**What to produce**
What you return must match every record word for word.

**Data to process**
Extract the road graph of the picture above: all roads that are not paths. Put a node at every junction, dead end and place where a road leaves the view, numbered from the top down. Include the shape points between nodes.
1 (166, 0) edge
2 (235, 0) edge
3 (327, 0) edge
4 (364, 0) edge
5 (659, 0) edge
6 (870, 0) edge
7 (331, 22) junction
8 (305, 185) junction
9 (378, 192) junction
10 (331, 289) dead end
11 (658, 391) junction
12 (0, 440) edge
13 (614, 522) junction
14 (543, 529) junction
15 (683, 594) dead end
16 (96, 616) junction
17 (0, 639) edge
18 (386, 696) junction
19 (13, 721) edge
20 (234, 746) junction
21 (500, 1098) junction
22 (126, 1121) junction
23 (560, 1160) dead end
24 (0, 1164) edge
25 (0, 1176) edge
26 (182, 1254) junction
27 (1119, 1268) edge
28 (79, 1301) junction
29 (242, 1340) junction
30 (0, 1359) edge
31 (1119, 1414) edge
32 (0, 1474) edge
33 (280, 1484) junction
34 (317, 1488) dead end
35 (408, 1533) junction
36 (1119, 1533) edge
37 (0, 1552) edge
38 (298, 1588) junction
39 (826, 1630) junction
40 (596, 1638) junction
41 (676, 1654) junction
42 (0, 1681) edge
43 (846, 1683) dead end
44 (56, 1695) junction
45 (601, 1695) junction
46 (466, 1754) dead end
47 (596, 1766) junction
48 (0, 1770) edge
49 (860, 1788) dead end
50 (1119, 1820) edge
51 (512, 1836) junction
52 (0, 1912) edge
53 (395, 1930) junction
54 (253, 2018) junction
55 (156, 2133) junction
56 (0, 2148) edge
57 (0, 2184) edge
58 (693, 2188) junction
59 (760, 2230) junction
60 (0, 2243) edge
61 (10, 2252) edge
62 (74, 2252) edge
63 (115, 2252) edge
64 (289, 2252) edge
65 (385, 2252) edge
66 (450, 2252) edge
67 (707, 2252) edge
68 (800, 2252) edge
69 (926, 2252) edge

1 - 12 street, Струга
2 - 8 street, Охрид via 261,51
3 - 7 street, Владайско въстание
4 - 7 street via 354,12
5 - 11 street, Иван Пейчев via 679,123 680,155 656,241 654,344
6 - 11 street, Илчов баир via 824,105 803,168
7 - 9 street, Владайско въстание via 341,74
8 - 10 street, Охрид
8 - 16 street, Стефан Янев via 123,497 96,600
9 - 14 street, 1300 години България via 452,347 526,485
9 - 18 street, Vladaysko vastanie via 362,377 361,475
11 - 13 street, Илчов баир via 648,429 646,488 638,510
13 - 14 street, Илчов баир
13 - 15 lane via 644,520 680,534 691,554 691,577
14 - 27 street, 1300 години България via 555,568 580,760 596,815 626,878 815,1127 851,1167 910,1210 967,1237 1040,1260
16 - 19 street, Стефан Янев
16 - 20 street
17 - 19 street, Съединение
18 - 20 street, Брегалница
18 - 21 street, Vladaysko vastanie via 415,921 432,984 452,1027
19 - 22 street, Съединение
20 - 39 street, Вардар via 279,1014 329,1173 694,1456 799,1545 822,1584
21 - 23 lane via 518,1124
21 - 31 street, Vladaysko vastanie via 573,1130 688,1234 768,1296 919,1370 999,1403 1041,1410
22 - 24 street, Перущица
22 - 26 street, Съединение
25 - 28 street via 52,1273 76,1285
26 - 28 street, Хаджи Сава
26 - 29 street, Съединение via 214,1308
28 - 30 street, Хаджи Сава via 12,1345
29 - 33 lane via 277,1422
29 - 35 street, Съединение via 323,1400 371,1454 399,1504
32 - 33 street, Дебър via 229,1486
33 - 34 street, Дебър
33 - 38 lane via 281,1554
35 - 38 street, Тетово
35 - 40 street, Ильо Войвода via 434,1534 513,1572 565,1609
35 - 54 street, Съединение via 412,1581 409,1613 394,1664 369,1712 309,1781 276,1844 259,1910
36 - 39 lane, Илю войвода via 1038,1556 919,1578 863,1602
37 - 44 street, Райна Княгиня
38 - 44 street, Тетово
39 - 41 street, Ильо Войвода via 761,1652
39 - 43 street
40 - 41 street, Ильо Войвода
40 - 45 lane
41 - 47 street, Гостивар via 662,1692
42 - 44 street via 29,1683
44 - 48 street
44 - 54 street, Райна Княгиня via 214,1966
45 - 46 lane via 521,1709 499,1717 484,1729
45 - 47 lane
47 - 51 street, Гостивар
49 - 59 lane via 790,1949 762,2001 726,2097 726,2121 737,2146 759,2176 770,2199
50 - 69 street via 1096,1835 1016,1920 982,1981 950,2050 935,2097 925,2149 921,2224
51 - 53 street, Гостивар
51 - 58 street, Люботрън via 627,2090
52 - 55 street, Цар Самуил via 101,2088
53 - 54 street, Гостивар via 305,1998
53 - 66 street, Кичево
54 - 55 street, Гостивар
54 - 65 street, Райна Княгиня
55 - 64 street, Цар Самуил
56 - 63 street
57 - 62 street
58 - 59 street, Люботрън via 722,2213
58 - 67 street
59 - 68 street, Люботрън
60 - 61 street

**Answer for this exercise**
Extract the road graph of the picture above: all roads that are not paths. Put a node at every junction, dead end and place where a road leaves the view, numbered from the top down. Include the shape points between nodes.
1 (166, 0) edge
2 (235, 0) edge
3 (327, 0) edge
4 (364, 0) edge
5 (659, 0) edge
6 (870, 0) edge
7 (331, 22) junction
8 (305, 185) junction
9 (378, 192) junction
10 (331, 289) dead end
11 (658, 391) junction
12 (0, 440) edge
13 (614, 522) junction
14 (543, 529) junction
15 (683, 594) dead end
16 (96, 616) junction
17 (0, 639) edge
18 (386, 696) junction
19 (13, 721) edge
20 (234, 746) junction
21 (500, 1098) junction
22 (126, 1121) junction
23 (560, 1160) dead end
24 (0, 1164) edge
25 (0, 1176) edge
26 (182, 1254) junction
27 (1119, 1268) edge
28 (79, 1301) junction
29 (242, 1340) junction
30 (0, 1359) edge
31 (1119, 1414) edge
32 (0, 1474) edge
33 (280, 1484) junction
34 (317, 1488) dead end
35 (408, 1533) junction
36 (1119, 1533) edge
37 (0, 1552) edge
38 (298, 1588) junction
39 (826, 1630) junction
40 (596, 1638) junction
41 (676, 1654) junction
42 (0, 1681) edge
43 (846, 1683) dead end
44 (56, 1695) junction
45 (601, 1695) junction
46 (466, 1754) dead end
47 (596, 1766) junction
48 (0, 1770) edge
49 (860, 1788) dead end
50 (1119, 1820) edge
51 (512, 1836) junction
52 (0, 1912) edge
53 (395, 1930) junction
54 (253, 2018) junction
55 (156, 2133) junction
56 (0, 2148) edge
57 (0, 2184) edge
58 (693, 2188) junction
59 (760, 2230) junction
60 (0, 2243) edge
61 (10, 2252) edge
62 (74, 2252) edge
63 (115, 2252) edge
64 (289, 2252) edge
65 (385, 2252) edge
66 (450, 2252) edge
67 (707, 2252) edge
68 (800, 2252) edge
69 (926, 2252) edge

1 - 12 street, Струга
2 - 8 street, Охрид via 261,51
3 - 7 street, Владайско въстание
4 - 7 street via 354,12
5 - 11 street, Иван Пейчев via 679,123 680,155 656,241 654,344
6 - 11 street, Илчов баир via 824,105 803,168
7 - 9 street, Владайско въстание via 341,74
8 - 10 street, Охрид
8 - 16 street, Стефан Янев via 123,497 96,600
9 - 14 street, 1300 години България via 452,347 526,485
9 - 18 street, Vladaysko vastanie via 362,377 361,475
11 - 13 street, Илчов баир via 648,429 646,488 638,510
13 - 14 street, Илчов баир
13 - 15 lane via 644,520 680,534 691,554 691,577
14 - 27 street, 1300 години България via 555,568 580,760 596,815 626,878 815,1127 851,1167 910,1210 967,1237 1040,1260
16 - 19 street, Стефан Янев
16 - 20 street
17 - 19 street, Съединение
18 - 20 street, Брегалница
18 - 21 street, Vladaysko vastanie via 415,921 432,984 452,1027
19 - 22 street, Съединение
20 - 39 street, Вардар via 279,1014 329,1173 694,1456 799,1545 822,1584
21 - 23 lane via 518,1124
21 - 31 street, Vladaysko vastanie via 573,1130 688,1234 768,1296 919,1370 999,1403 1041,1410
22 - 24 street, Перущица
22 - 26 street, Съединение
25 - 28 street via 52,1273 76,1285
26 - 28 street, Хаджи Сава
26 - 29 street, Съединение via 214,1308
28 - 30 street, Хаджи Сава via 12,1345
29 - 33 lane via 277,1422
29 - 35 street, Съединение via 323,1400 371,1454 399,1504
32 - 33 street, Дебър via 229,1486
33 - 34 street, Дебър
33 - 38 lane via 281,1554
35 - 38 street, Тетово
35 - 40 street, Ильо Войвода via 434,1534 513,1572 565,1609
35 - 54 street, Съединение via 412,1581 409,1613 394,1664 369,1712 309,1781 276,1844 259,1910
36 - 39 lane, Илю войвода via 1038,1556 919,1578 863,1602
37 - 44 street, Райна Княгиня
38 - 44 street, Тетово
39 - 41 street, Ильо Войвода via 761,1652
39 - 43 street
40 - 41 street, Ильо Войвода
40 - 45 lane
41 - 47 street, Гостивар via 662,1692
42 - 44 street via 29,1683
44 - 48 street
44 - 54 street, Райна Княгиня via 214,1966
45 - 46 lane via 521,1709 499,1717 484,1729
45 - 47 lane
47 - 51 street, Гостивар
49 - 59 lane via 790,1949 762,2001 726,2097 726,2121 737,2146 759,2176 770,2199
50 - 69 street via 1096,1835 1016,1920 982,1981 950,2050 935,2097 925,2149 921,2224
51 - 53 street, Гостивар
51 - 58 street, Люботрън via 627,2090
52 - 55 street, Цар Самуил via 101,2088
53 - 54 street, Гостивар via 305,1998
53 - 66 street, Кичево
54 - 55 street, Гостивар
54 - 65 street, Райна Княгиня
55 - 64 street, Цар Самуил
56 - 63 street
57 - 62 street
58 - 59 street, Люботрън via 722,2213
58 - 67 street
59 - 68 street, Люботрън
60 - 61 street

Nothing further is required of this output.